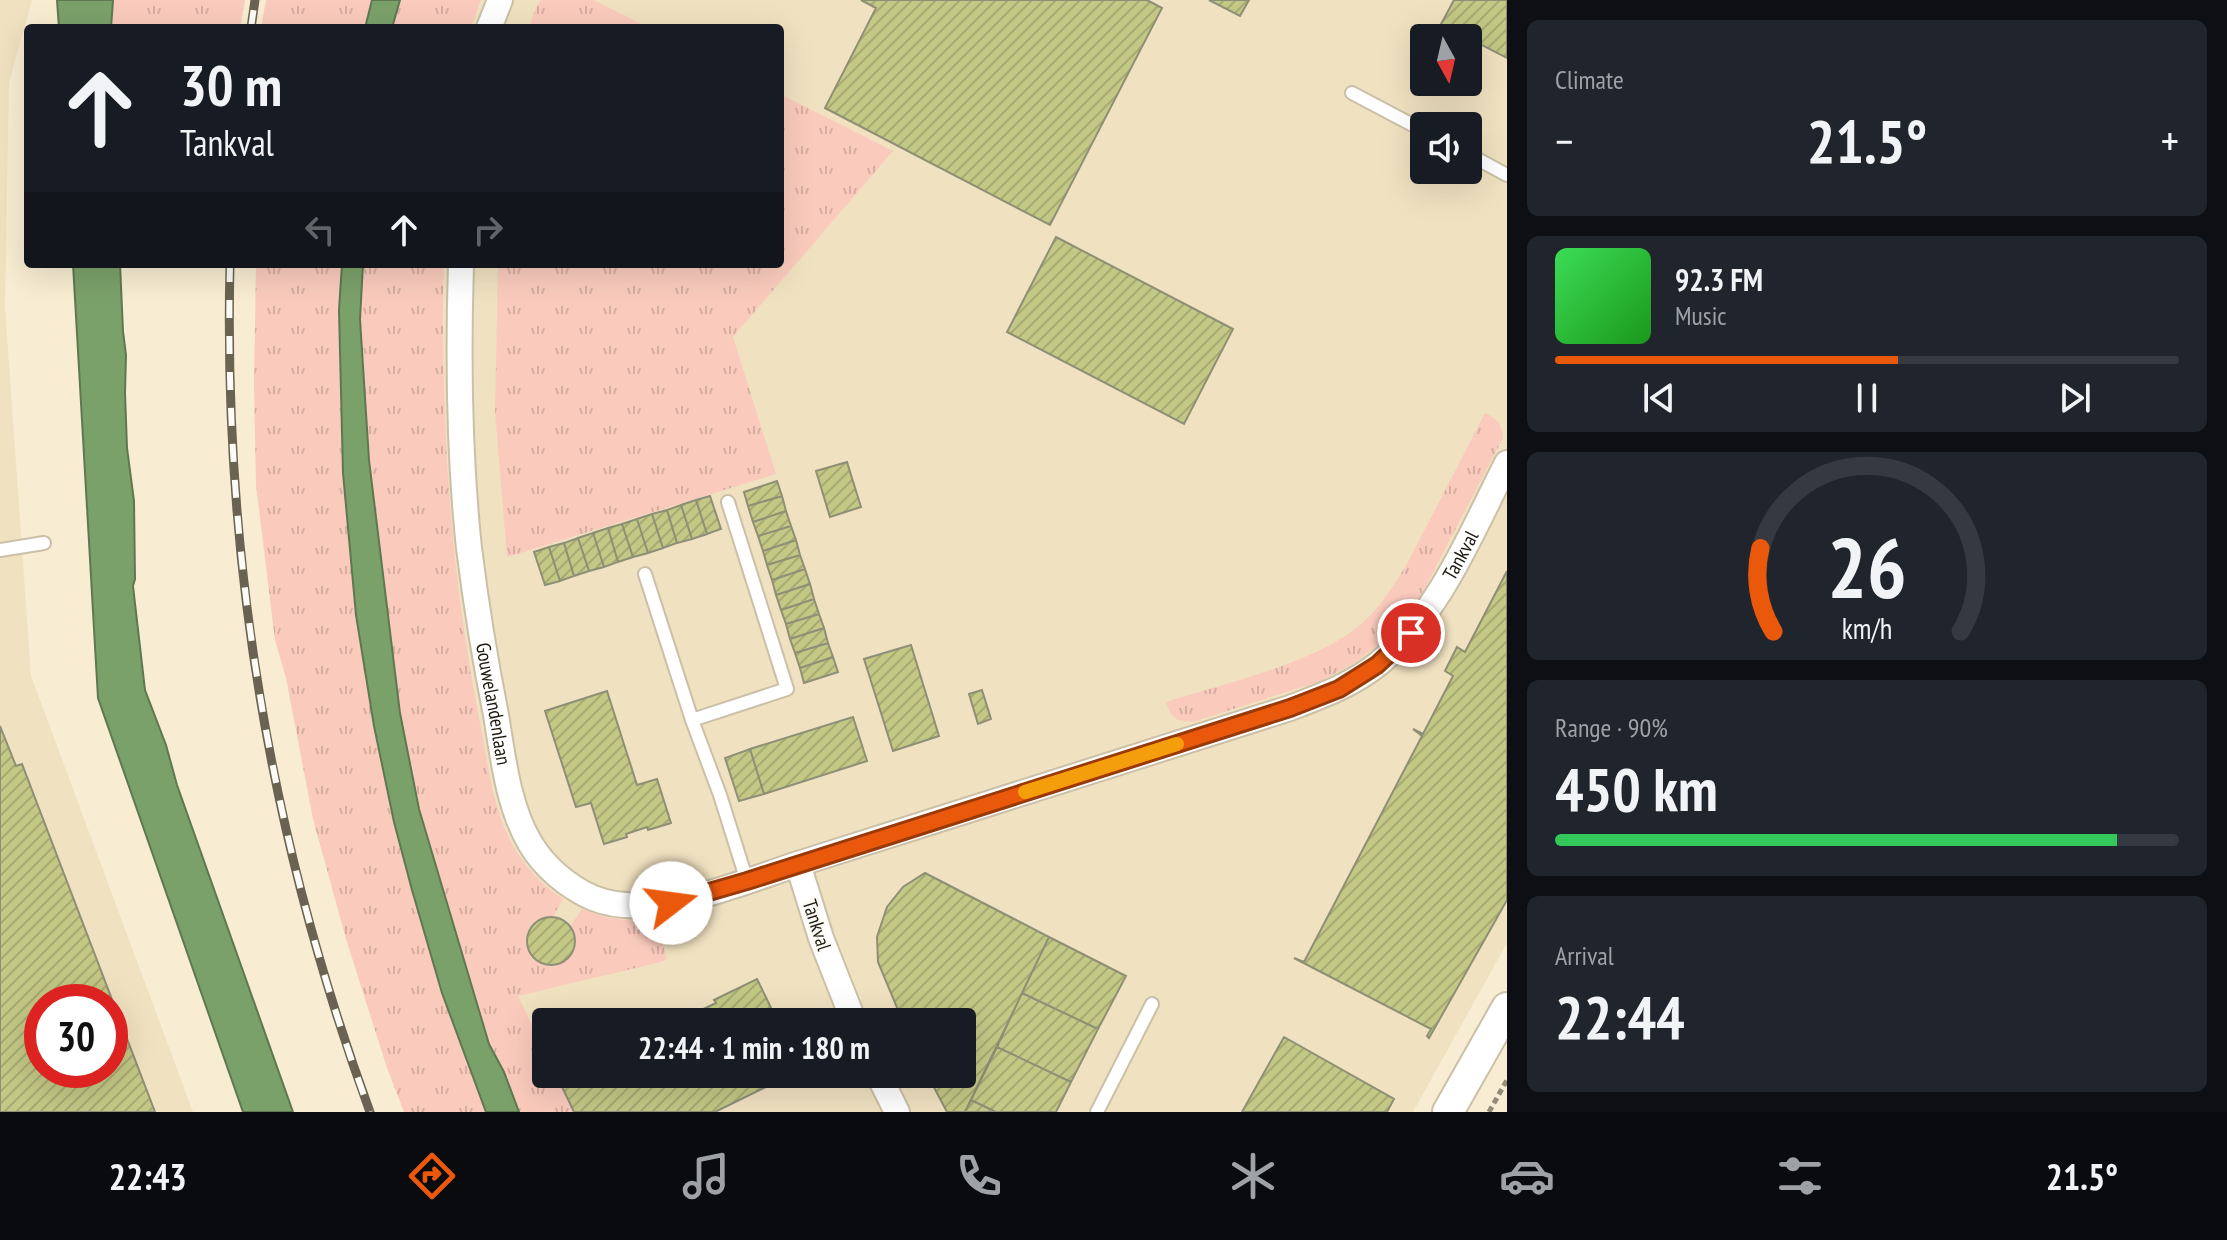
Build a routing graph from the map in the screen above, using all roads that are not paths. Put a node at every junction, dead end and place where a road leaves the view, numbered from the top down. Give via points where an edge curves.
1 (500, 0) edge
2 (491, 24) edge
3 (1352, 93) dead end
4 (1410, 124) edge
5 (1482, 162) edge
6 (1507, 175) edge
7 (461, 268) edge
8 (1507, 463) edge
9 (728, 502) dead end
10 (44, 543) dead end
11 (0, 550) edge
12 (645, 574) dead end
13 (692, 720) junction
14 (798, 864) junction
15 (747, 881) junction
16 (1152, 1004) dead end
17 (848, 1008) edge
18 (1507, 1008) edge
19 (885, 1088) edge
20 (897, 1112) edge
21 (1097, 1112) edge
22 (1448, 1112) edge

1 - 2 street
3 - 4 lane
5 - 6 lane
7 - 15 street, Gouwelandenlaan via 460,393 469,545 505,768 523,830 552,871 611,903 671,903
8 - 14 street, Tankval via 1439,594 1411,633 1377,665 1339,689
9 - 13 lane via 787,689
10 - 11 lane
12 - 13 lane
13 - 15 lane
14 - 15 street, Gouwelandenlaan
14 - 17 street, Tankval
16 - 21 lane
18 - 22 street
19 - 20 street

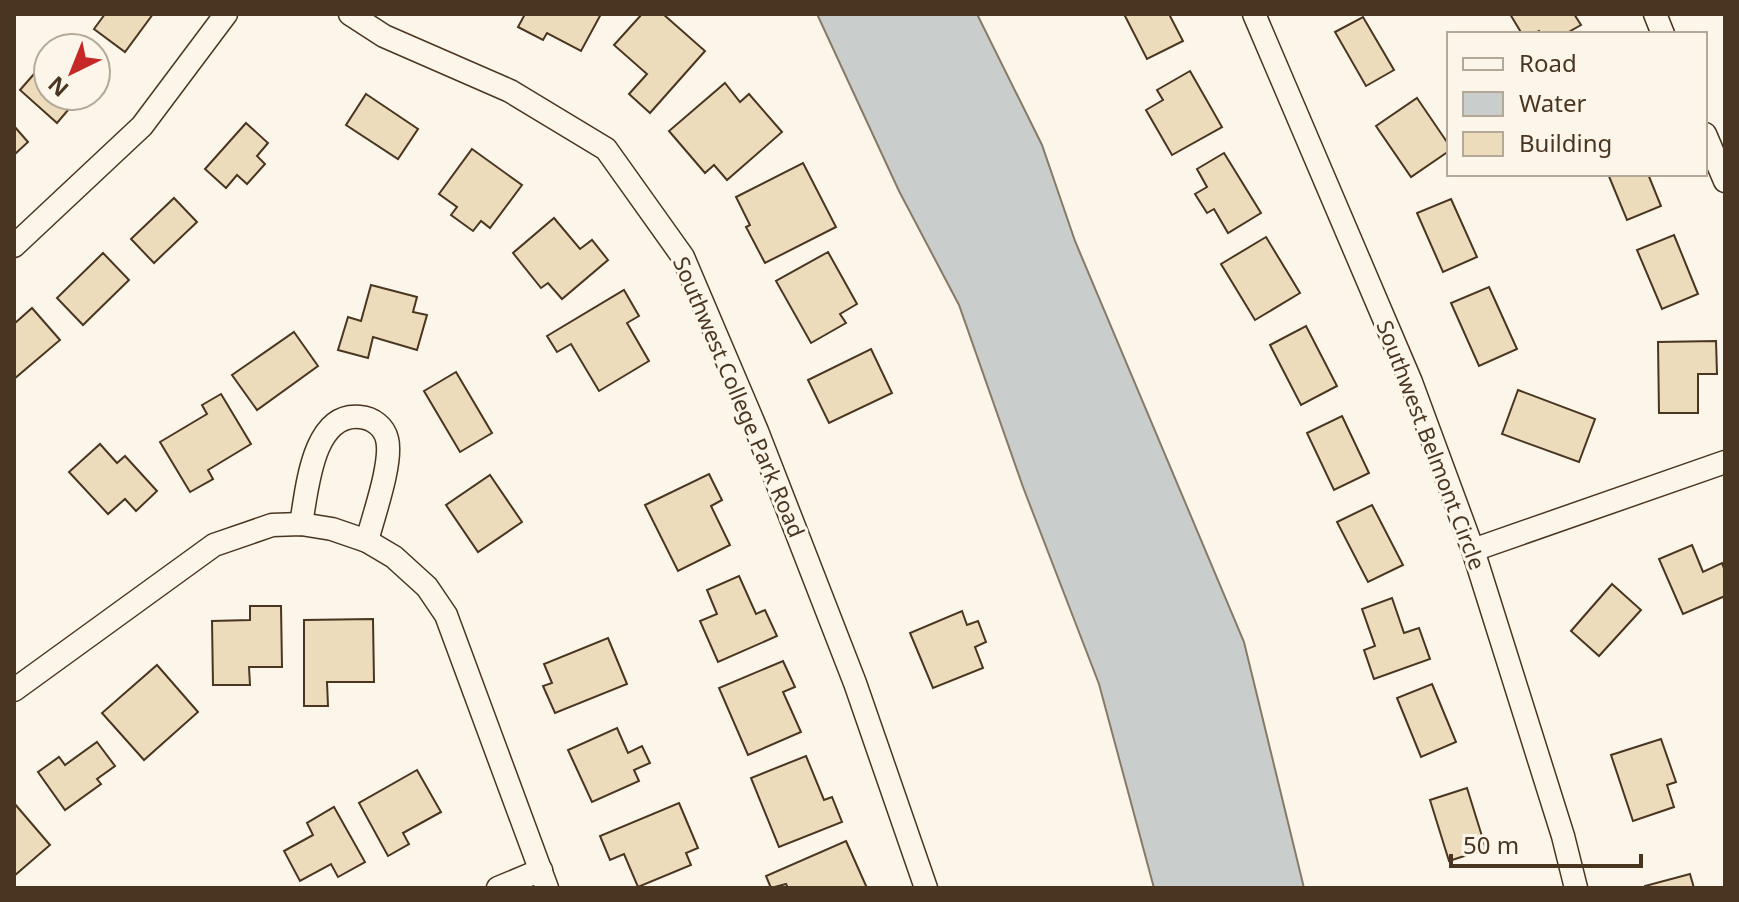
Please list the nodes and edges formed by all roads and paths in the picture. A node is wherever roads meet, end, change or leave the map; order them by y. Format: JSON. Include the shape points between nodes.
{"nodes":[{"id":1,"x":226,"y":14,"type":"edge"},
{"id":2,"x":350,"y":14,"type":"edge"},
{"id":3,"x":1254,"y":14,"type":"edge"},
{"id":4,"x":1707,"y":139,"type":"edge"},
{"id":5,"x":1725,"y":181,"type":"edge"},
{"id":6,"x":14,"y":246,"type":"edge"},
{"id":7,"x":1725,"y":462,"type":"edge"},
{"id":8,"x":301,"y":524,"type":"junction"},
{"id":9,"x":367,"y":541,"type":"junction"},
{"id":10,"x":1473,"y":550,"type":"junction"},
{"id":11,"x":14,"y":690,"type":"edge"},
{"id":12,"x":544,"y":879,"type":"edge"},
{"id":13,"x":498,"y":888,"type":"edge"},
{"id":14,"x":926,"y":888,"type":"edge"},
{"id":15,"x":1576,"y":888,"type":"edge"}],
"edges":[{"from":1,"to":6,"type":"street","via":[[142,126]]},
{"from":2,"to":14,"type":"street","name":"Southwest College Park Road","via":[[384,36],[510,91],[606,149],[683,257],[855,683]]},
{"from":3,"to":10,"type":"street","name":"Southwest Belmont Circle","via":[[1411,382]]},
{"from":4,"to":5,"type":"street"},
{"from":7,"to":10,"type":"street"},
{"from":8,"to":9,"type":"street"},
{"from":8,"to":9,"type":"street","via":[[318,444],[347,417],[370,419],[381,427],[388,453]]},
{"from":8,"to":11,"type":"street","via":[[272,525],[214,545]]},
{"from":9,"to":12,"type":"street","via":[[427,587],[446,615]]},
{"from":10,"to":15,"type":"street","name":"Southwest Belmont Circle"},
{"from":12,"to":13,"type":"street"}]}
———
* **GOAL OF THE EXERCISE**: Could you reproduce all of the material exactly? Keep the pictures out of it.

* **RESULT OF THIS EXERCISE**:
Build a routing graph from the map in the screen above, using all roads that are not paths. Put a node at every junction, dead end and place where a road leaves the view, numbered from the top down. Give via points where an edge curves.
1 (500, 0) edge
2 (491, 24) edge
3 (1352, 93) dead end
4 (1410, 124) edge
5 (1482, 162) edge
6 (1507, 175) edge
7 (461, 268) edge
8 (1507, 463) edge
9 (728, 502) dead end
10 (44, 543) dead end
11 (0, 550) edge
12 (645, 574) dead end
13 (692, 720) junction
14 (798, 864) junction
15 (747, 881) junction
16 (1152, 1004) dead end
17 (848, 1008) edge
18 (1507, 1008) edge
19 (885, 1088) edge
20 (897, 1112) edge
21 (1097, 1112) edge
22 (1448, 1112) edge

1 - 2 street
3 - 4 lane
5 - 6 lane
7 - 15 street, Gouwelandenlaan via 460,393 469,545 505,768 523,830 552,871 611,903 671,903
8 - 14 street, Tankval via 1439,594 1411,633 1377,665 1339,689
9 - 13 lane via 787,689
10 - 11 lane
12 - 13 lane
13 - 15 lane
14 - 15 street, Gouwelandenlaan
14 - 17 street, Tankval
16 - 21 lane
18 - 22 street
19 - 20 street

Please list the nodes and edges formed by all roads and paths in the picture. A node is wherever roads meet, end, change or leave the map; order them by y. Format: JSON. Include the shape points between nodes.
{"nodes":[{"id":1,"x":226,"y":14,"type":"edge"},
{"id":2,"x":350,"y":14,"type":"edge"},
{"id":3,"x":1254,"y":14,"type":"edge"},
{"id":4,"x":1707,"y":139,"type":"edge"},
{"id":5,"x":1725,"y":181,"type":"edge"},
{"id":6,"x":14,"y":246,"type":"edge"},
{"id":7,"x":1725,"y":462,"type":"edge"},
{"id":8,"x":301,"y":524,"type":"junction"},
{"id":9,"x":367,"y":541,"type":"junction"},
{"id":10,"x":1473,"y":550,"type":"junction"},
{"id":11,"x":14,"y":690,"type":"edge"},
{"id":12,"x":544,"y":879,"type":"edge"},
{"id":13,"x":498,"y":888,"type":"edge"},
{"id":14,"x":926,"y":888,"type":"edge"},
{"id":15,"x":1576,"y":888,"type":"edge"}],
"edges":[{"from":1,"to":6,"type":"street","via":[[142,126]]},
{"from":2,"to":14,"type":"street","name":"Southwest College Park Road","via":[[384,36],[510,91],[606,149],[683,257],[855,683]]},
{"from":3,"to":10,"type":"street","name":"Southwest Belmont Circle","via":[[1411,382]]},
{"from":4,"to":5,"type":"street"},
{"from":7,"to":10,"type":"street"},
{"from":8,"to":9,"type":"street"},
{"from":8,"to":9,"type":"street","via":[[318,444],[347,417],[370,419],[381,427],[388,453]]},
{"from":8,"to":11,"type":"street","via":[[272,525],[214,545]]},
{"from":9,"to":12,"type":"street","via":[[427,587],[446,615]]},
{"from":10,"to":15,"type":"street","name":"Southwest Belmont Circle"},
{"from":12,"to":13,"type":"street"}]}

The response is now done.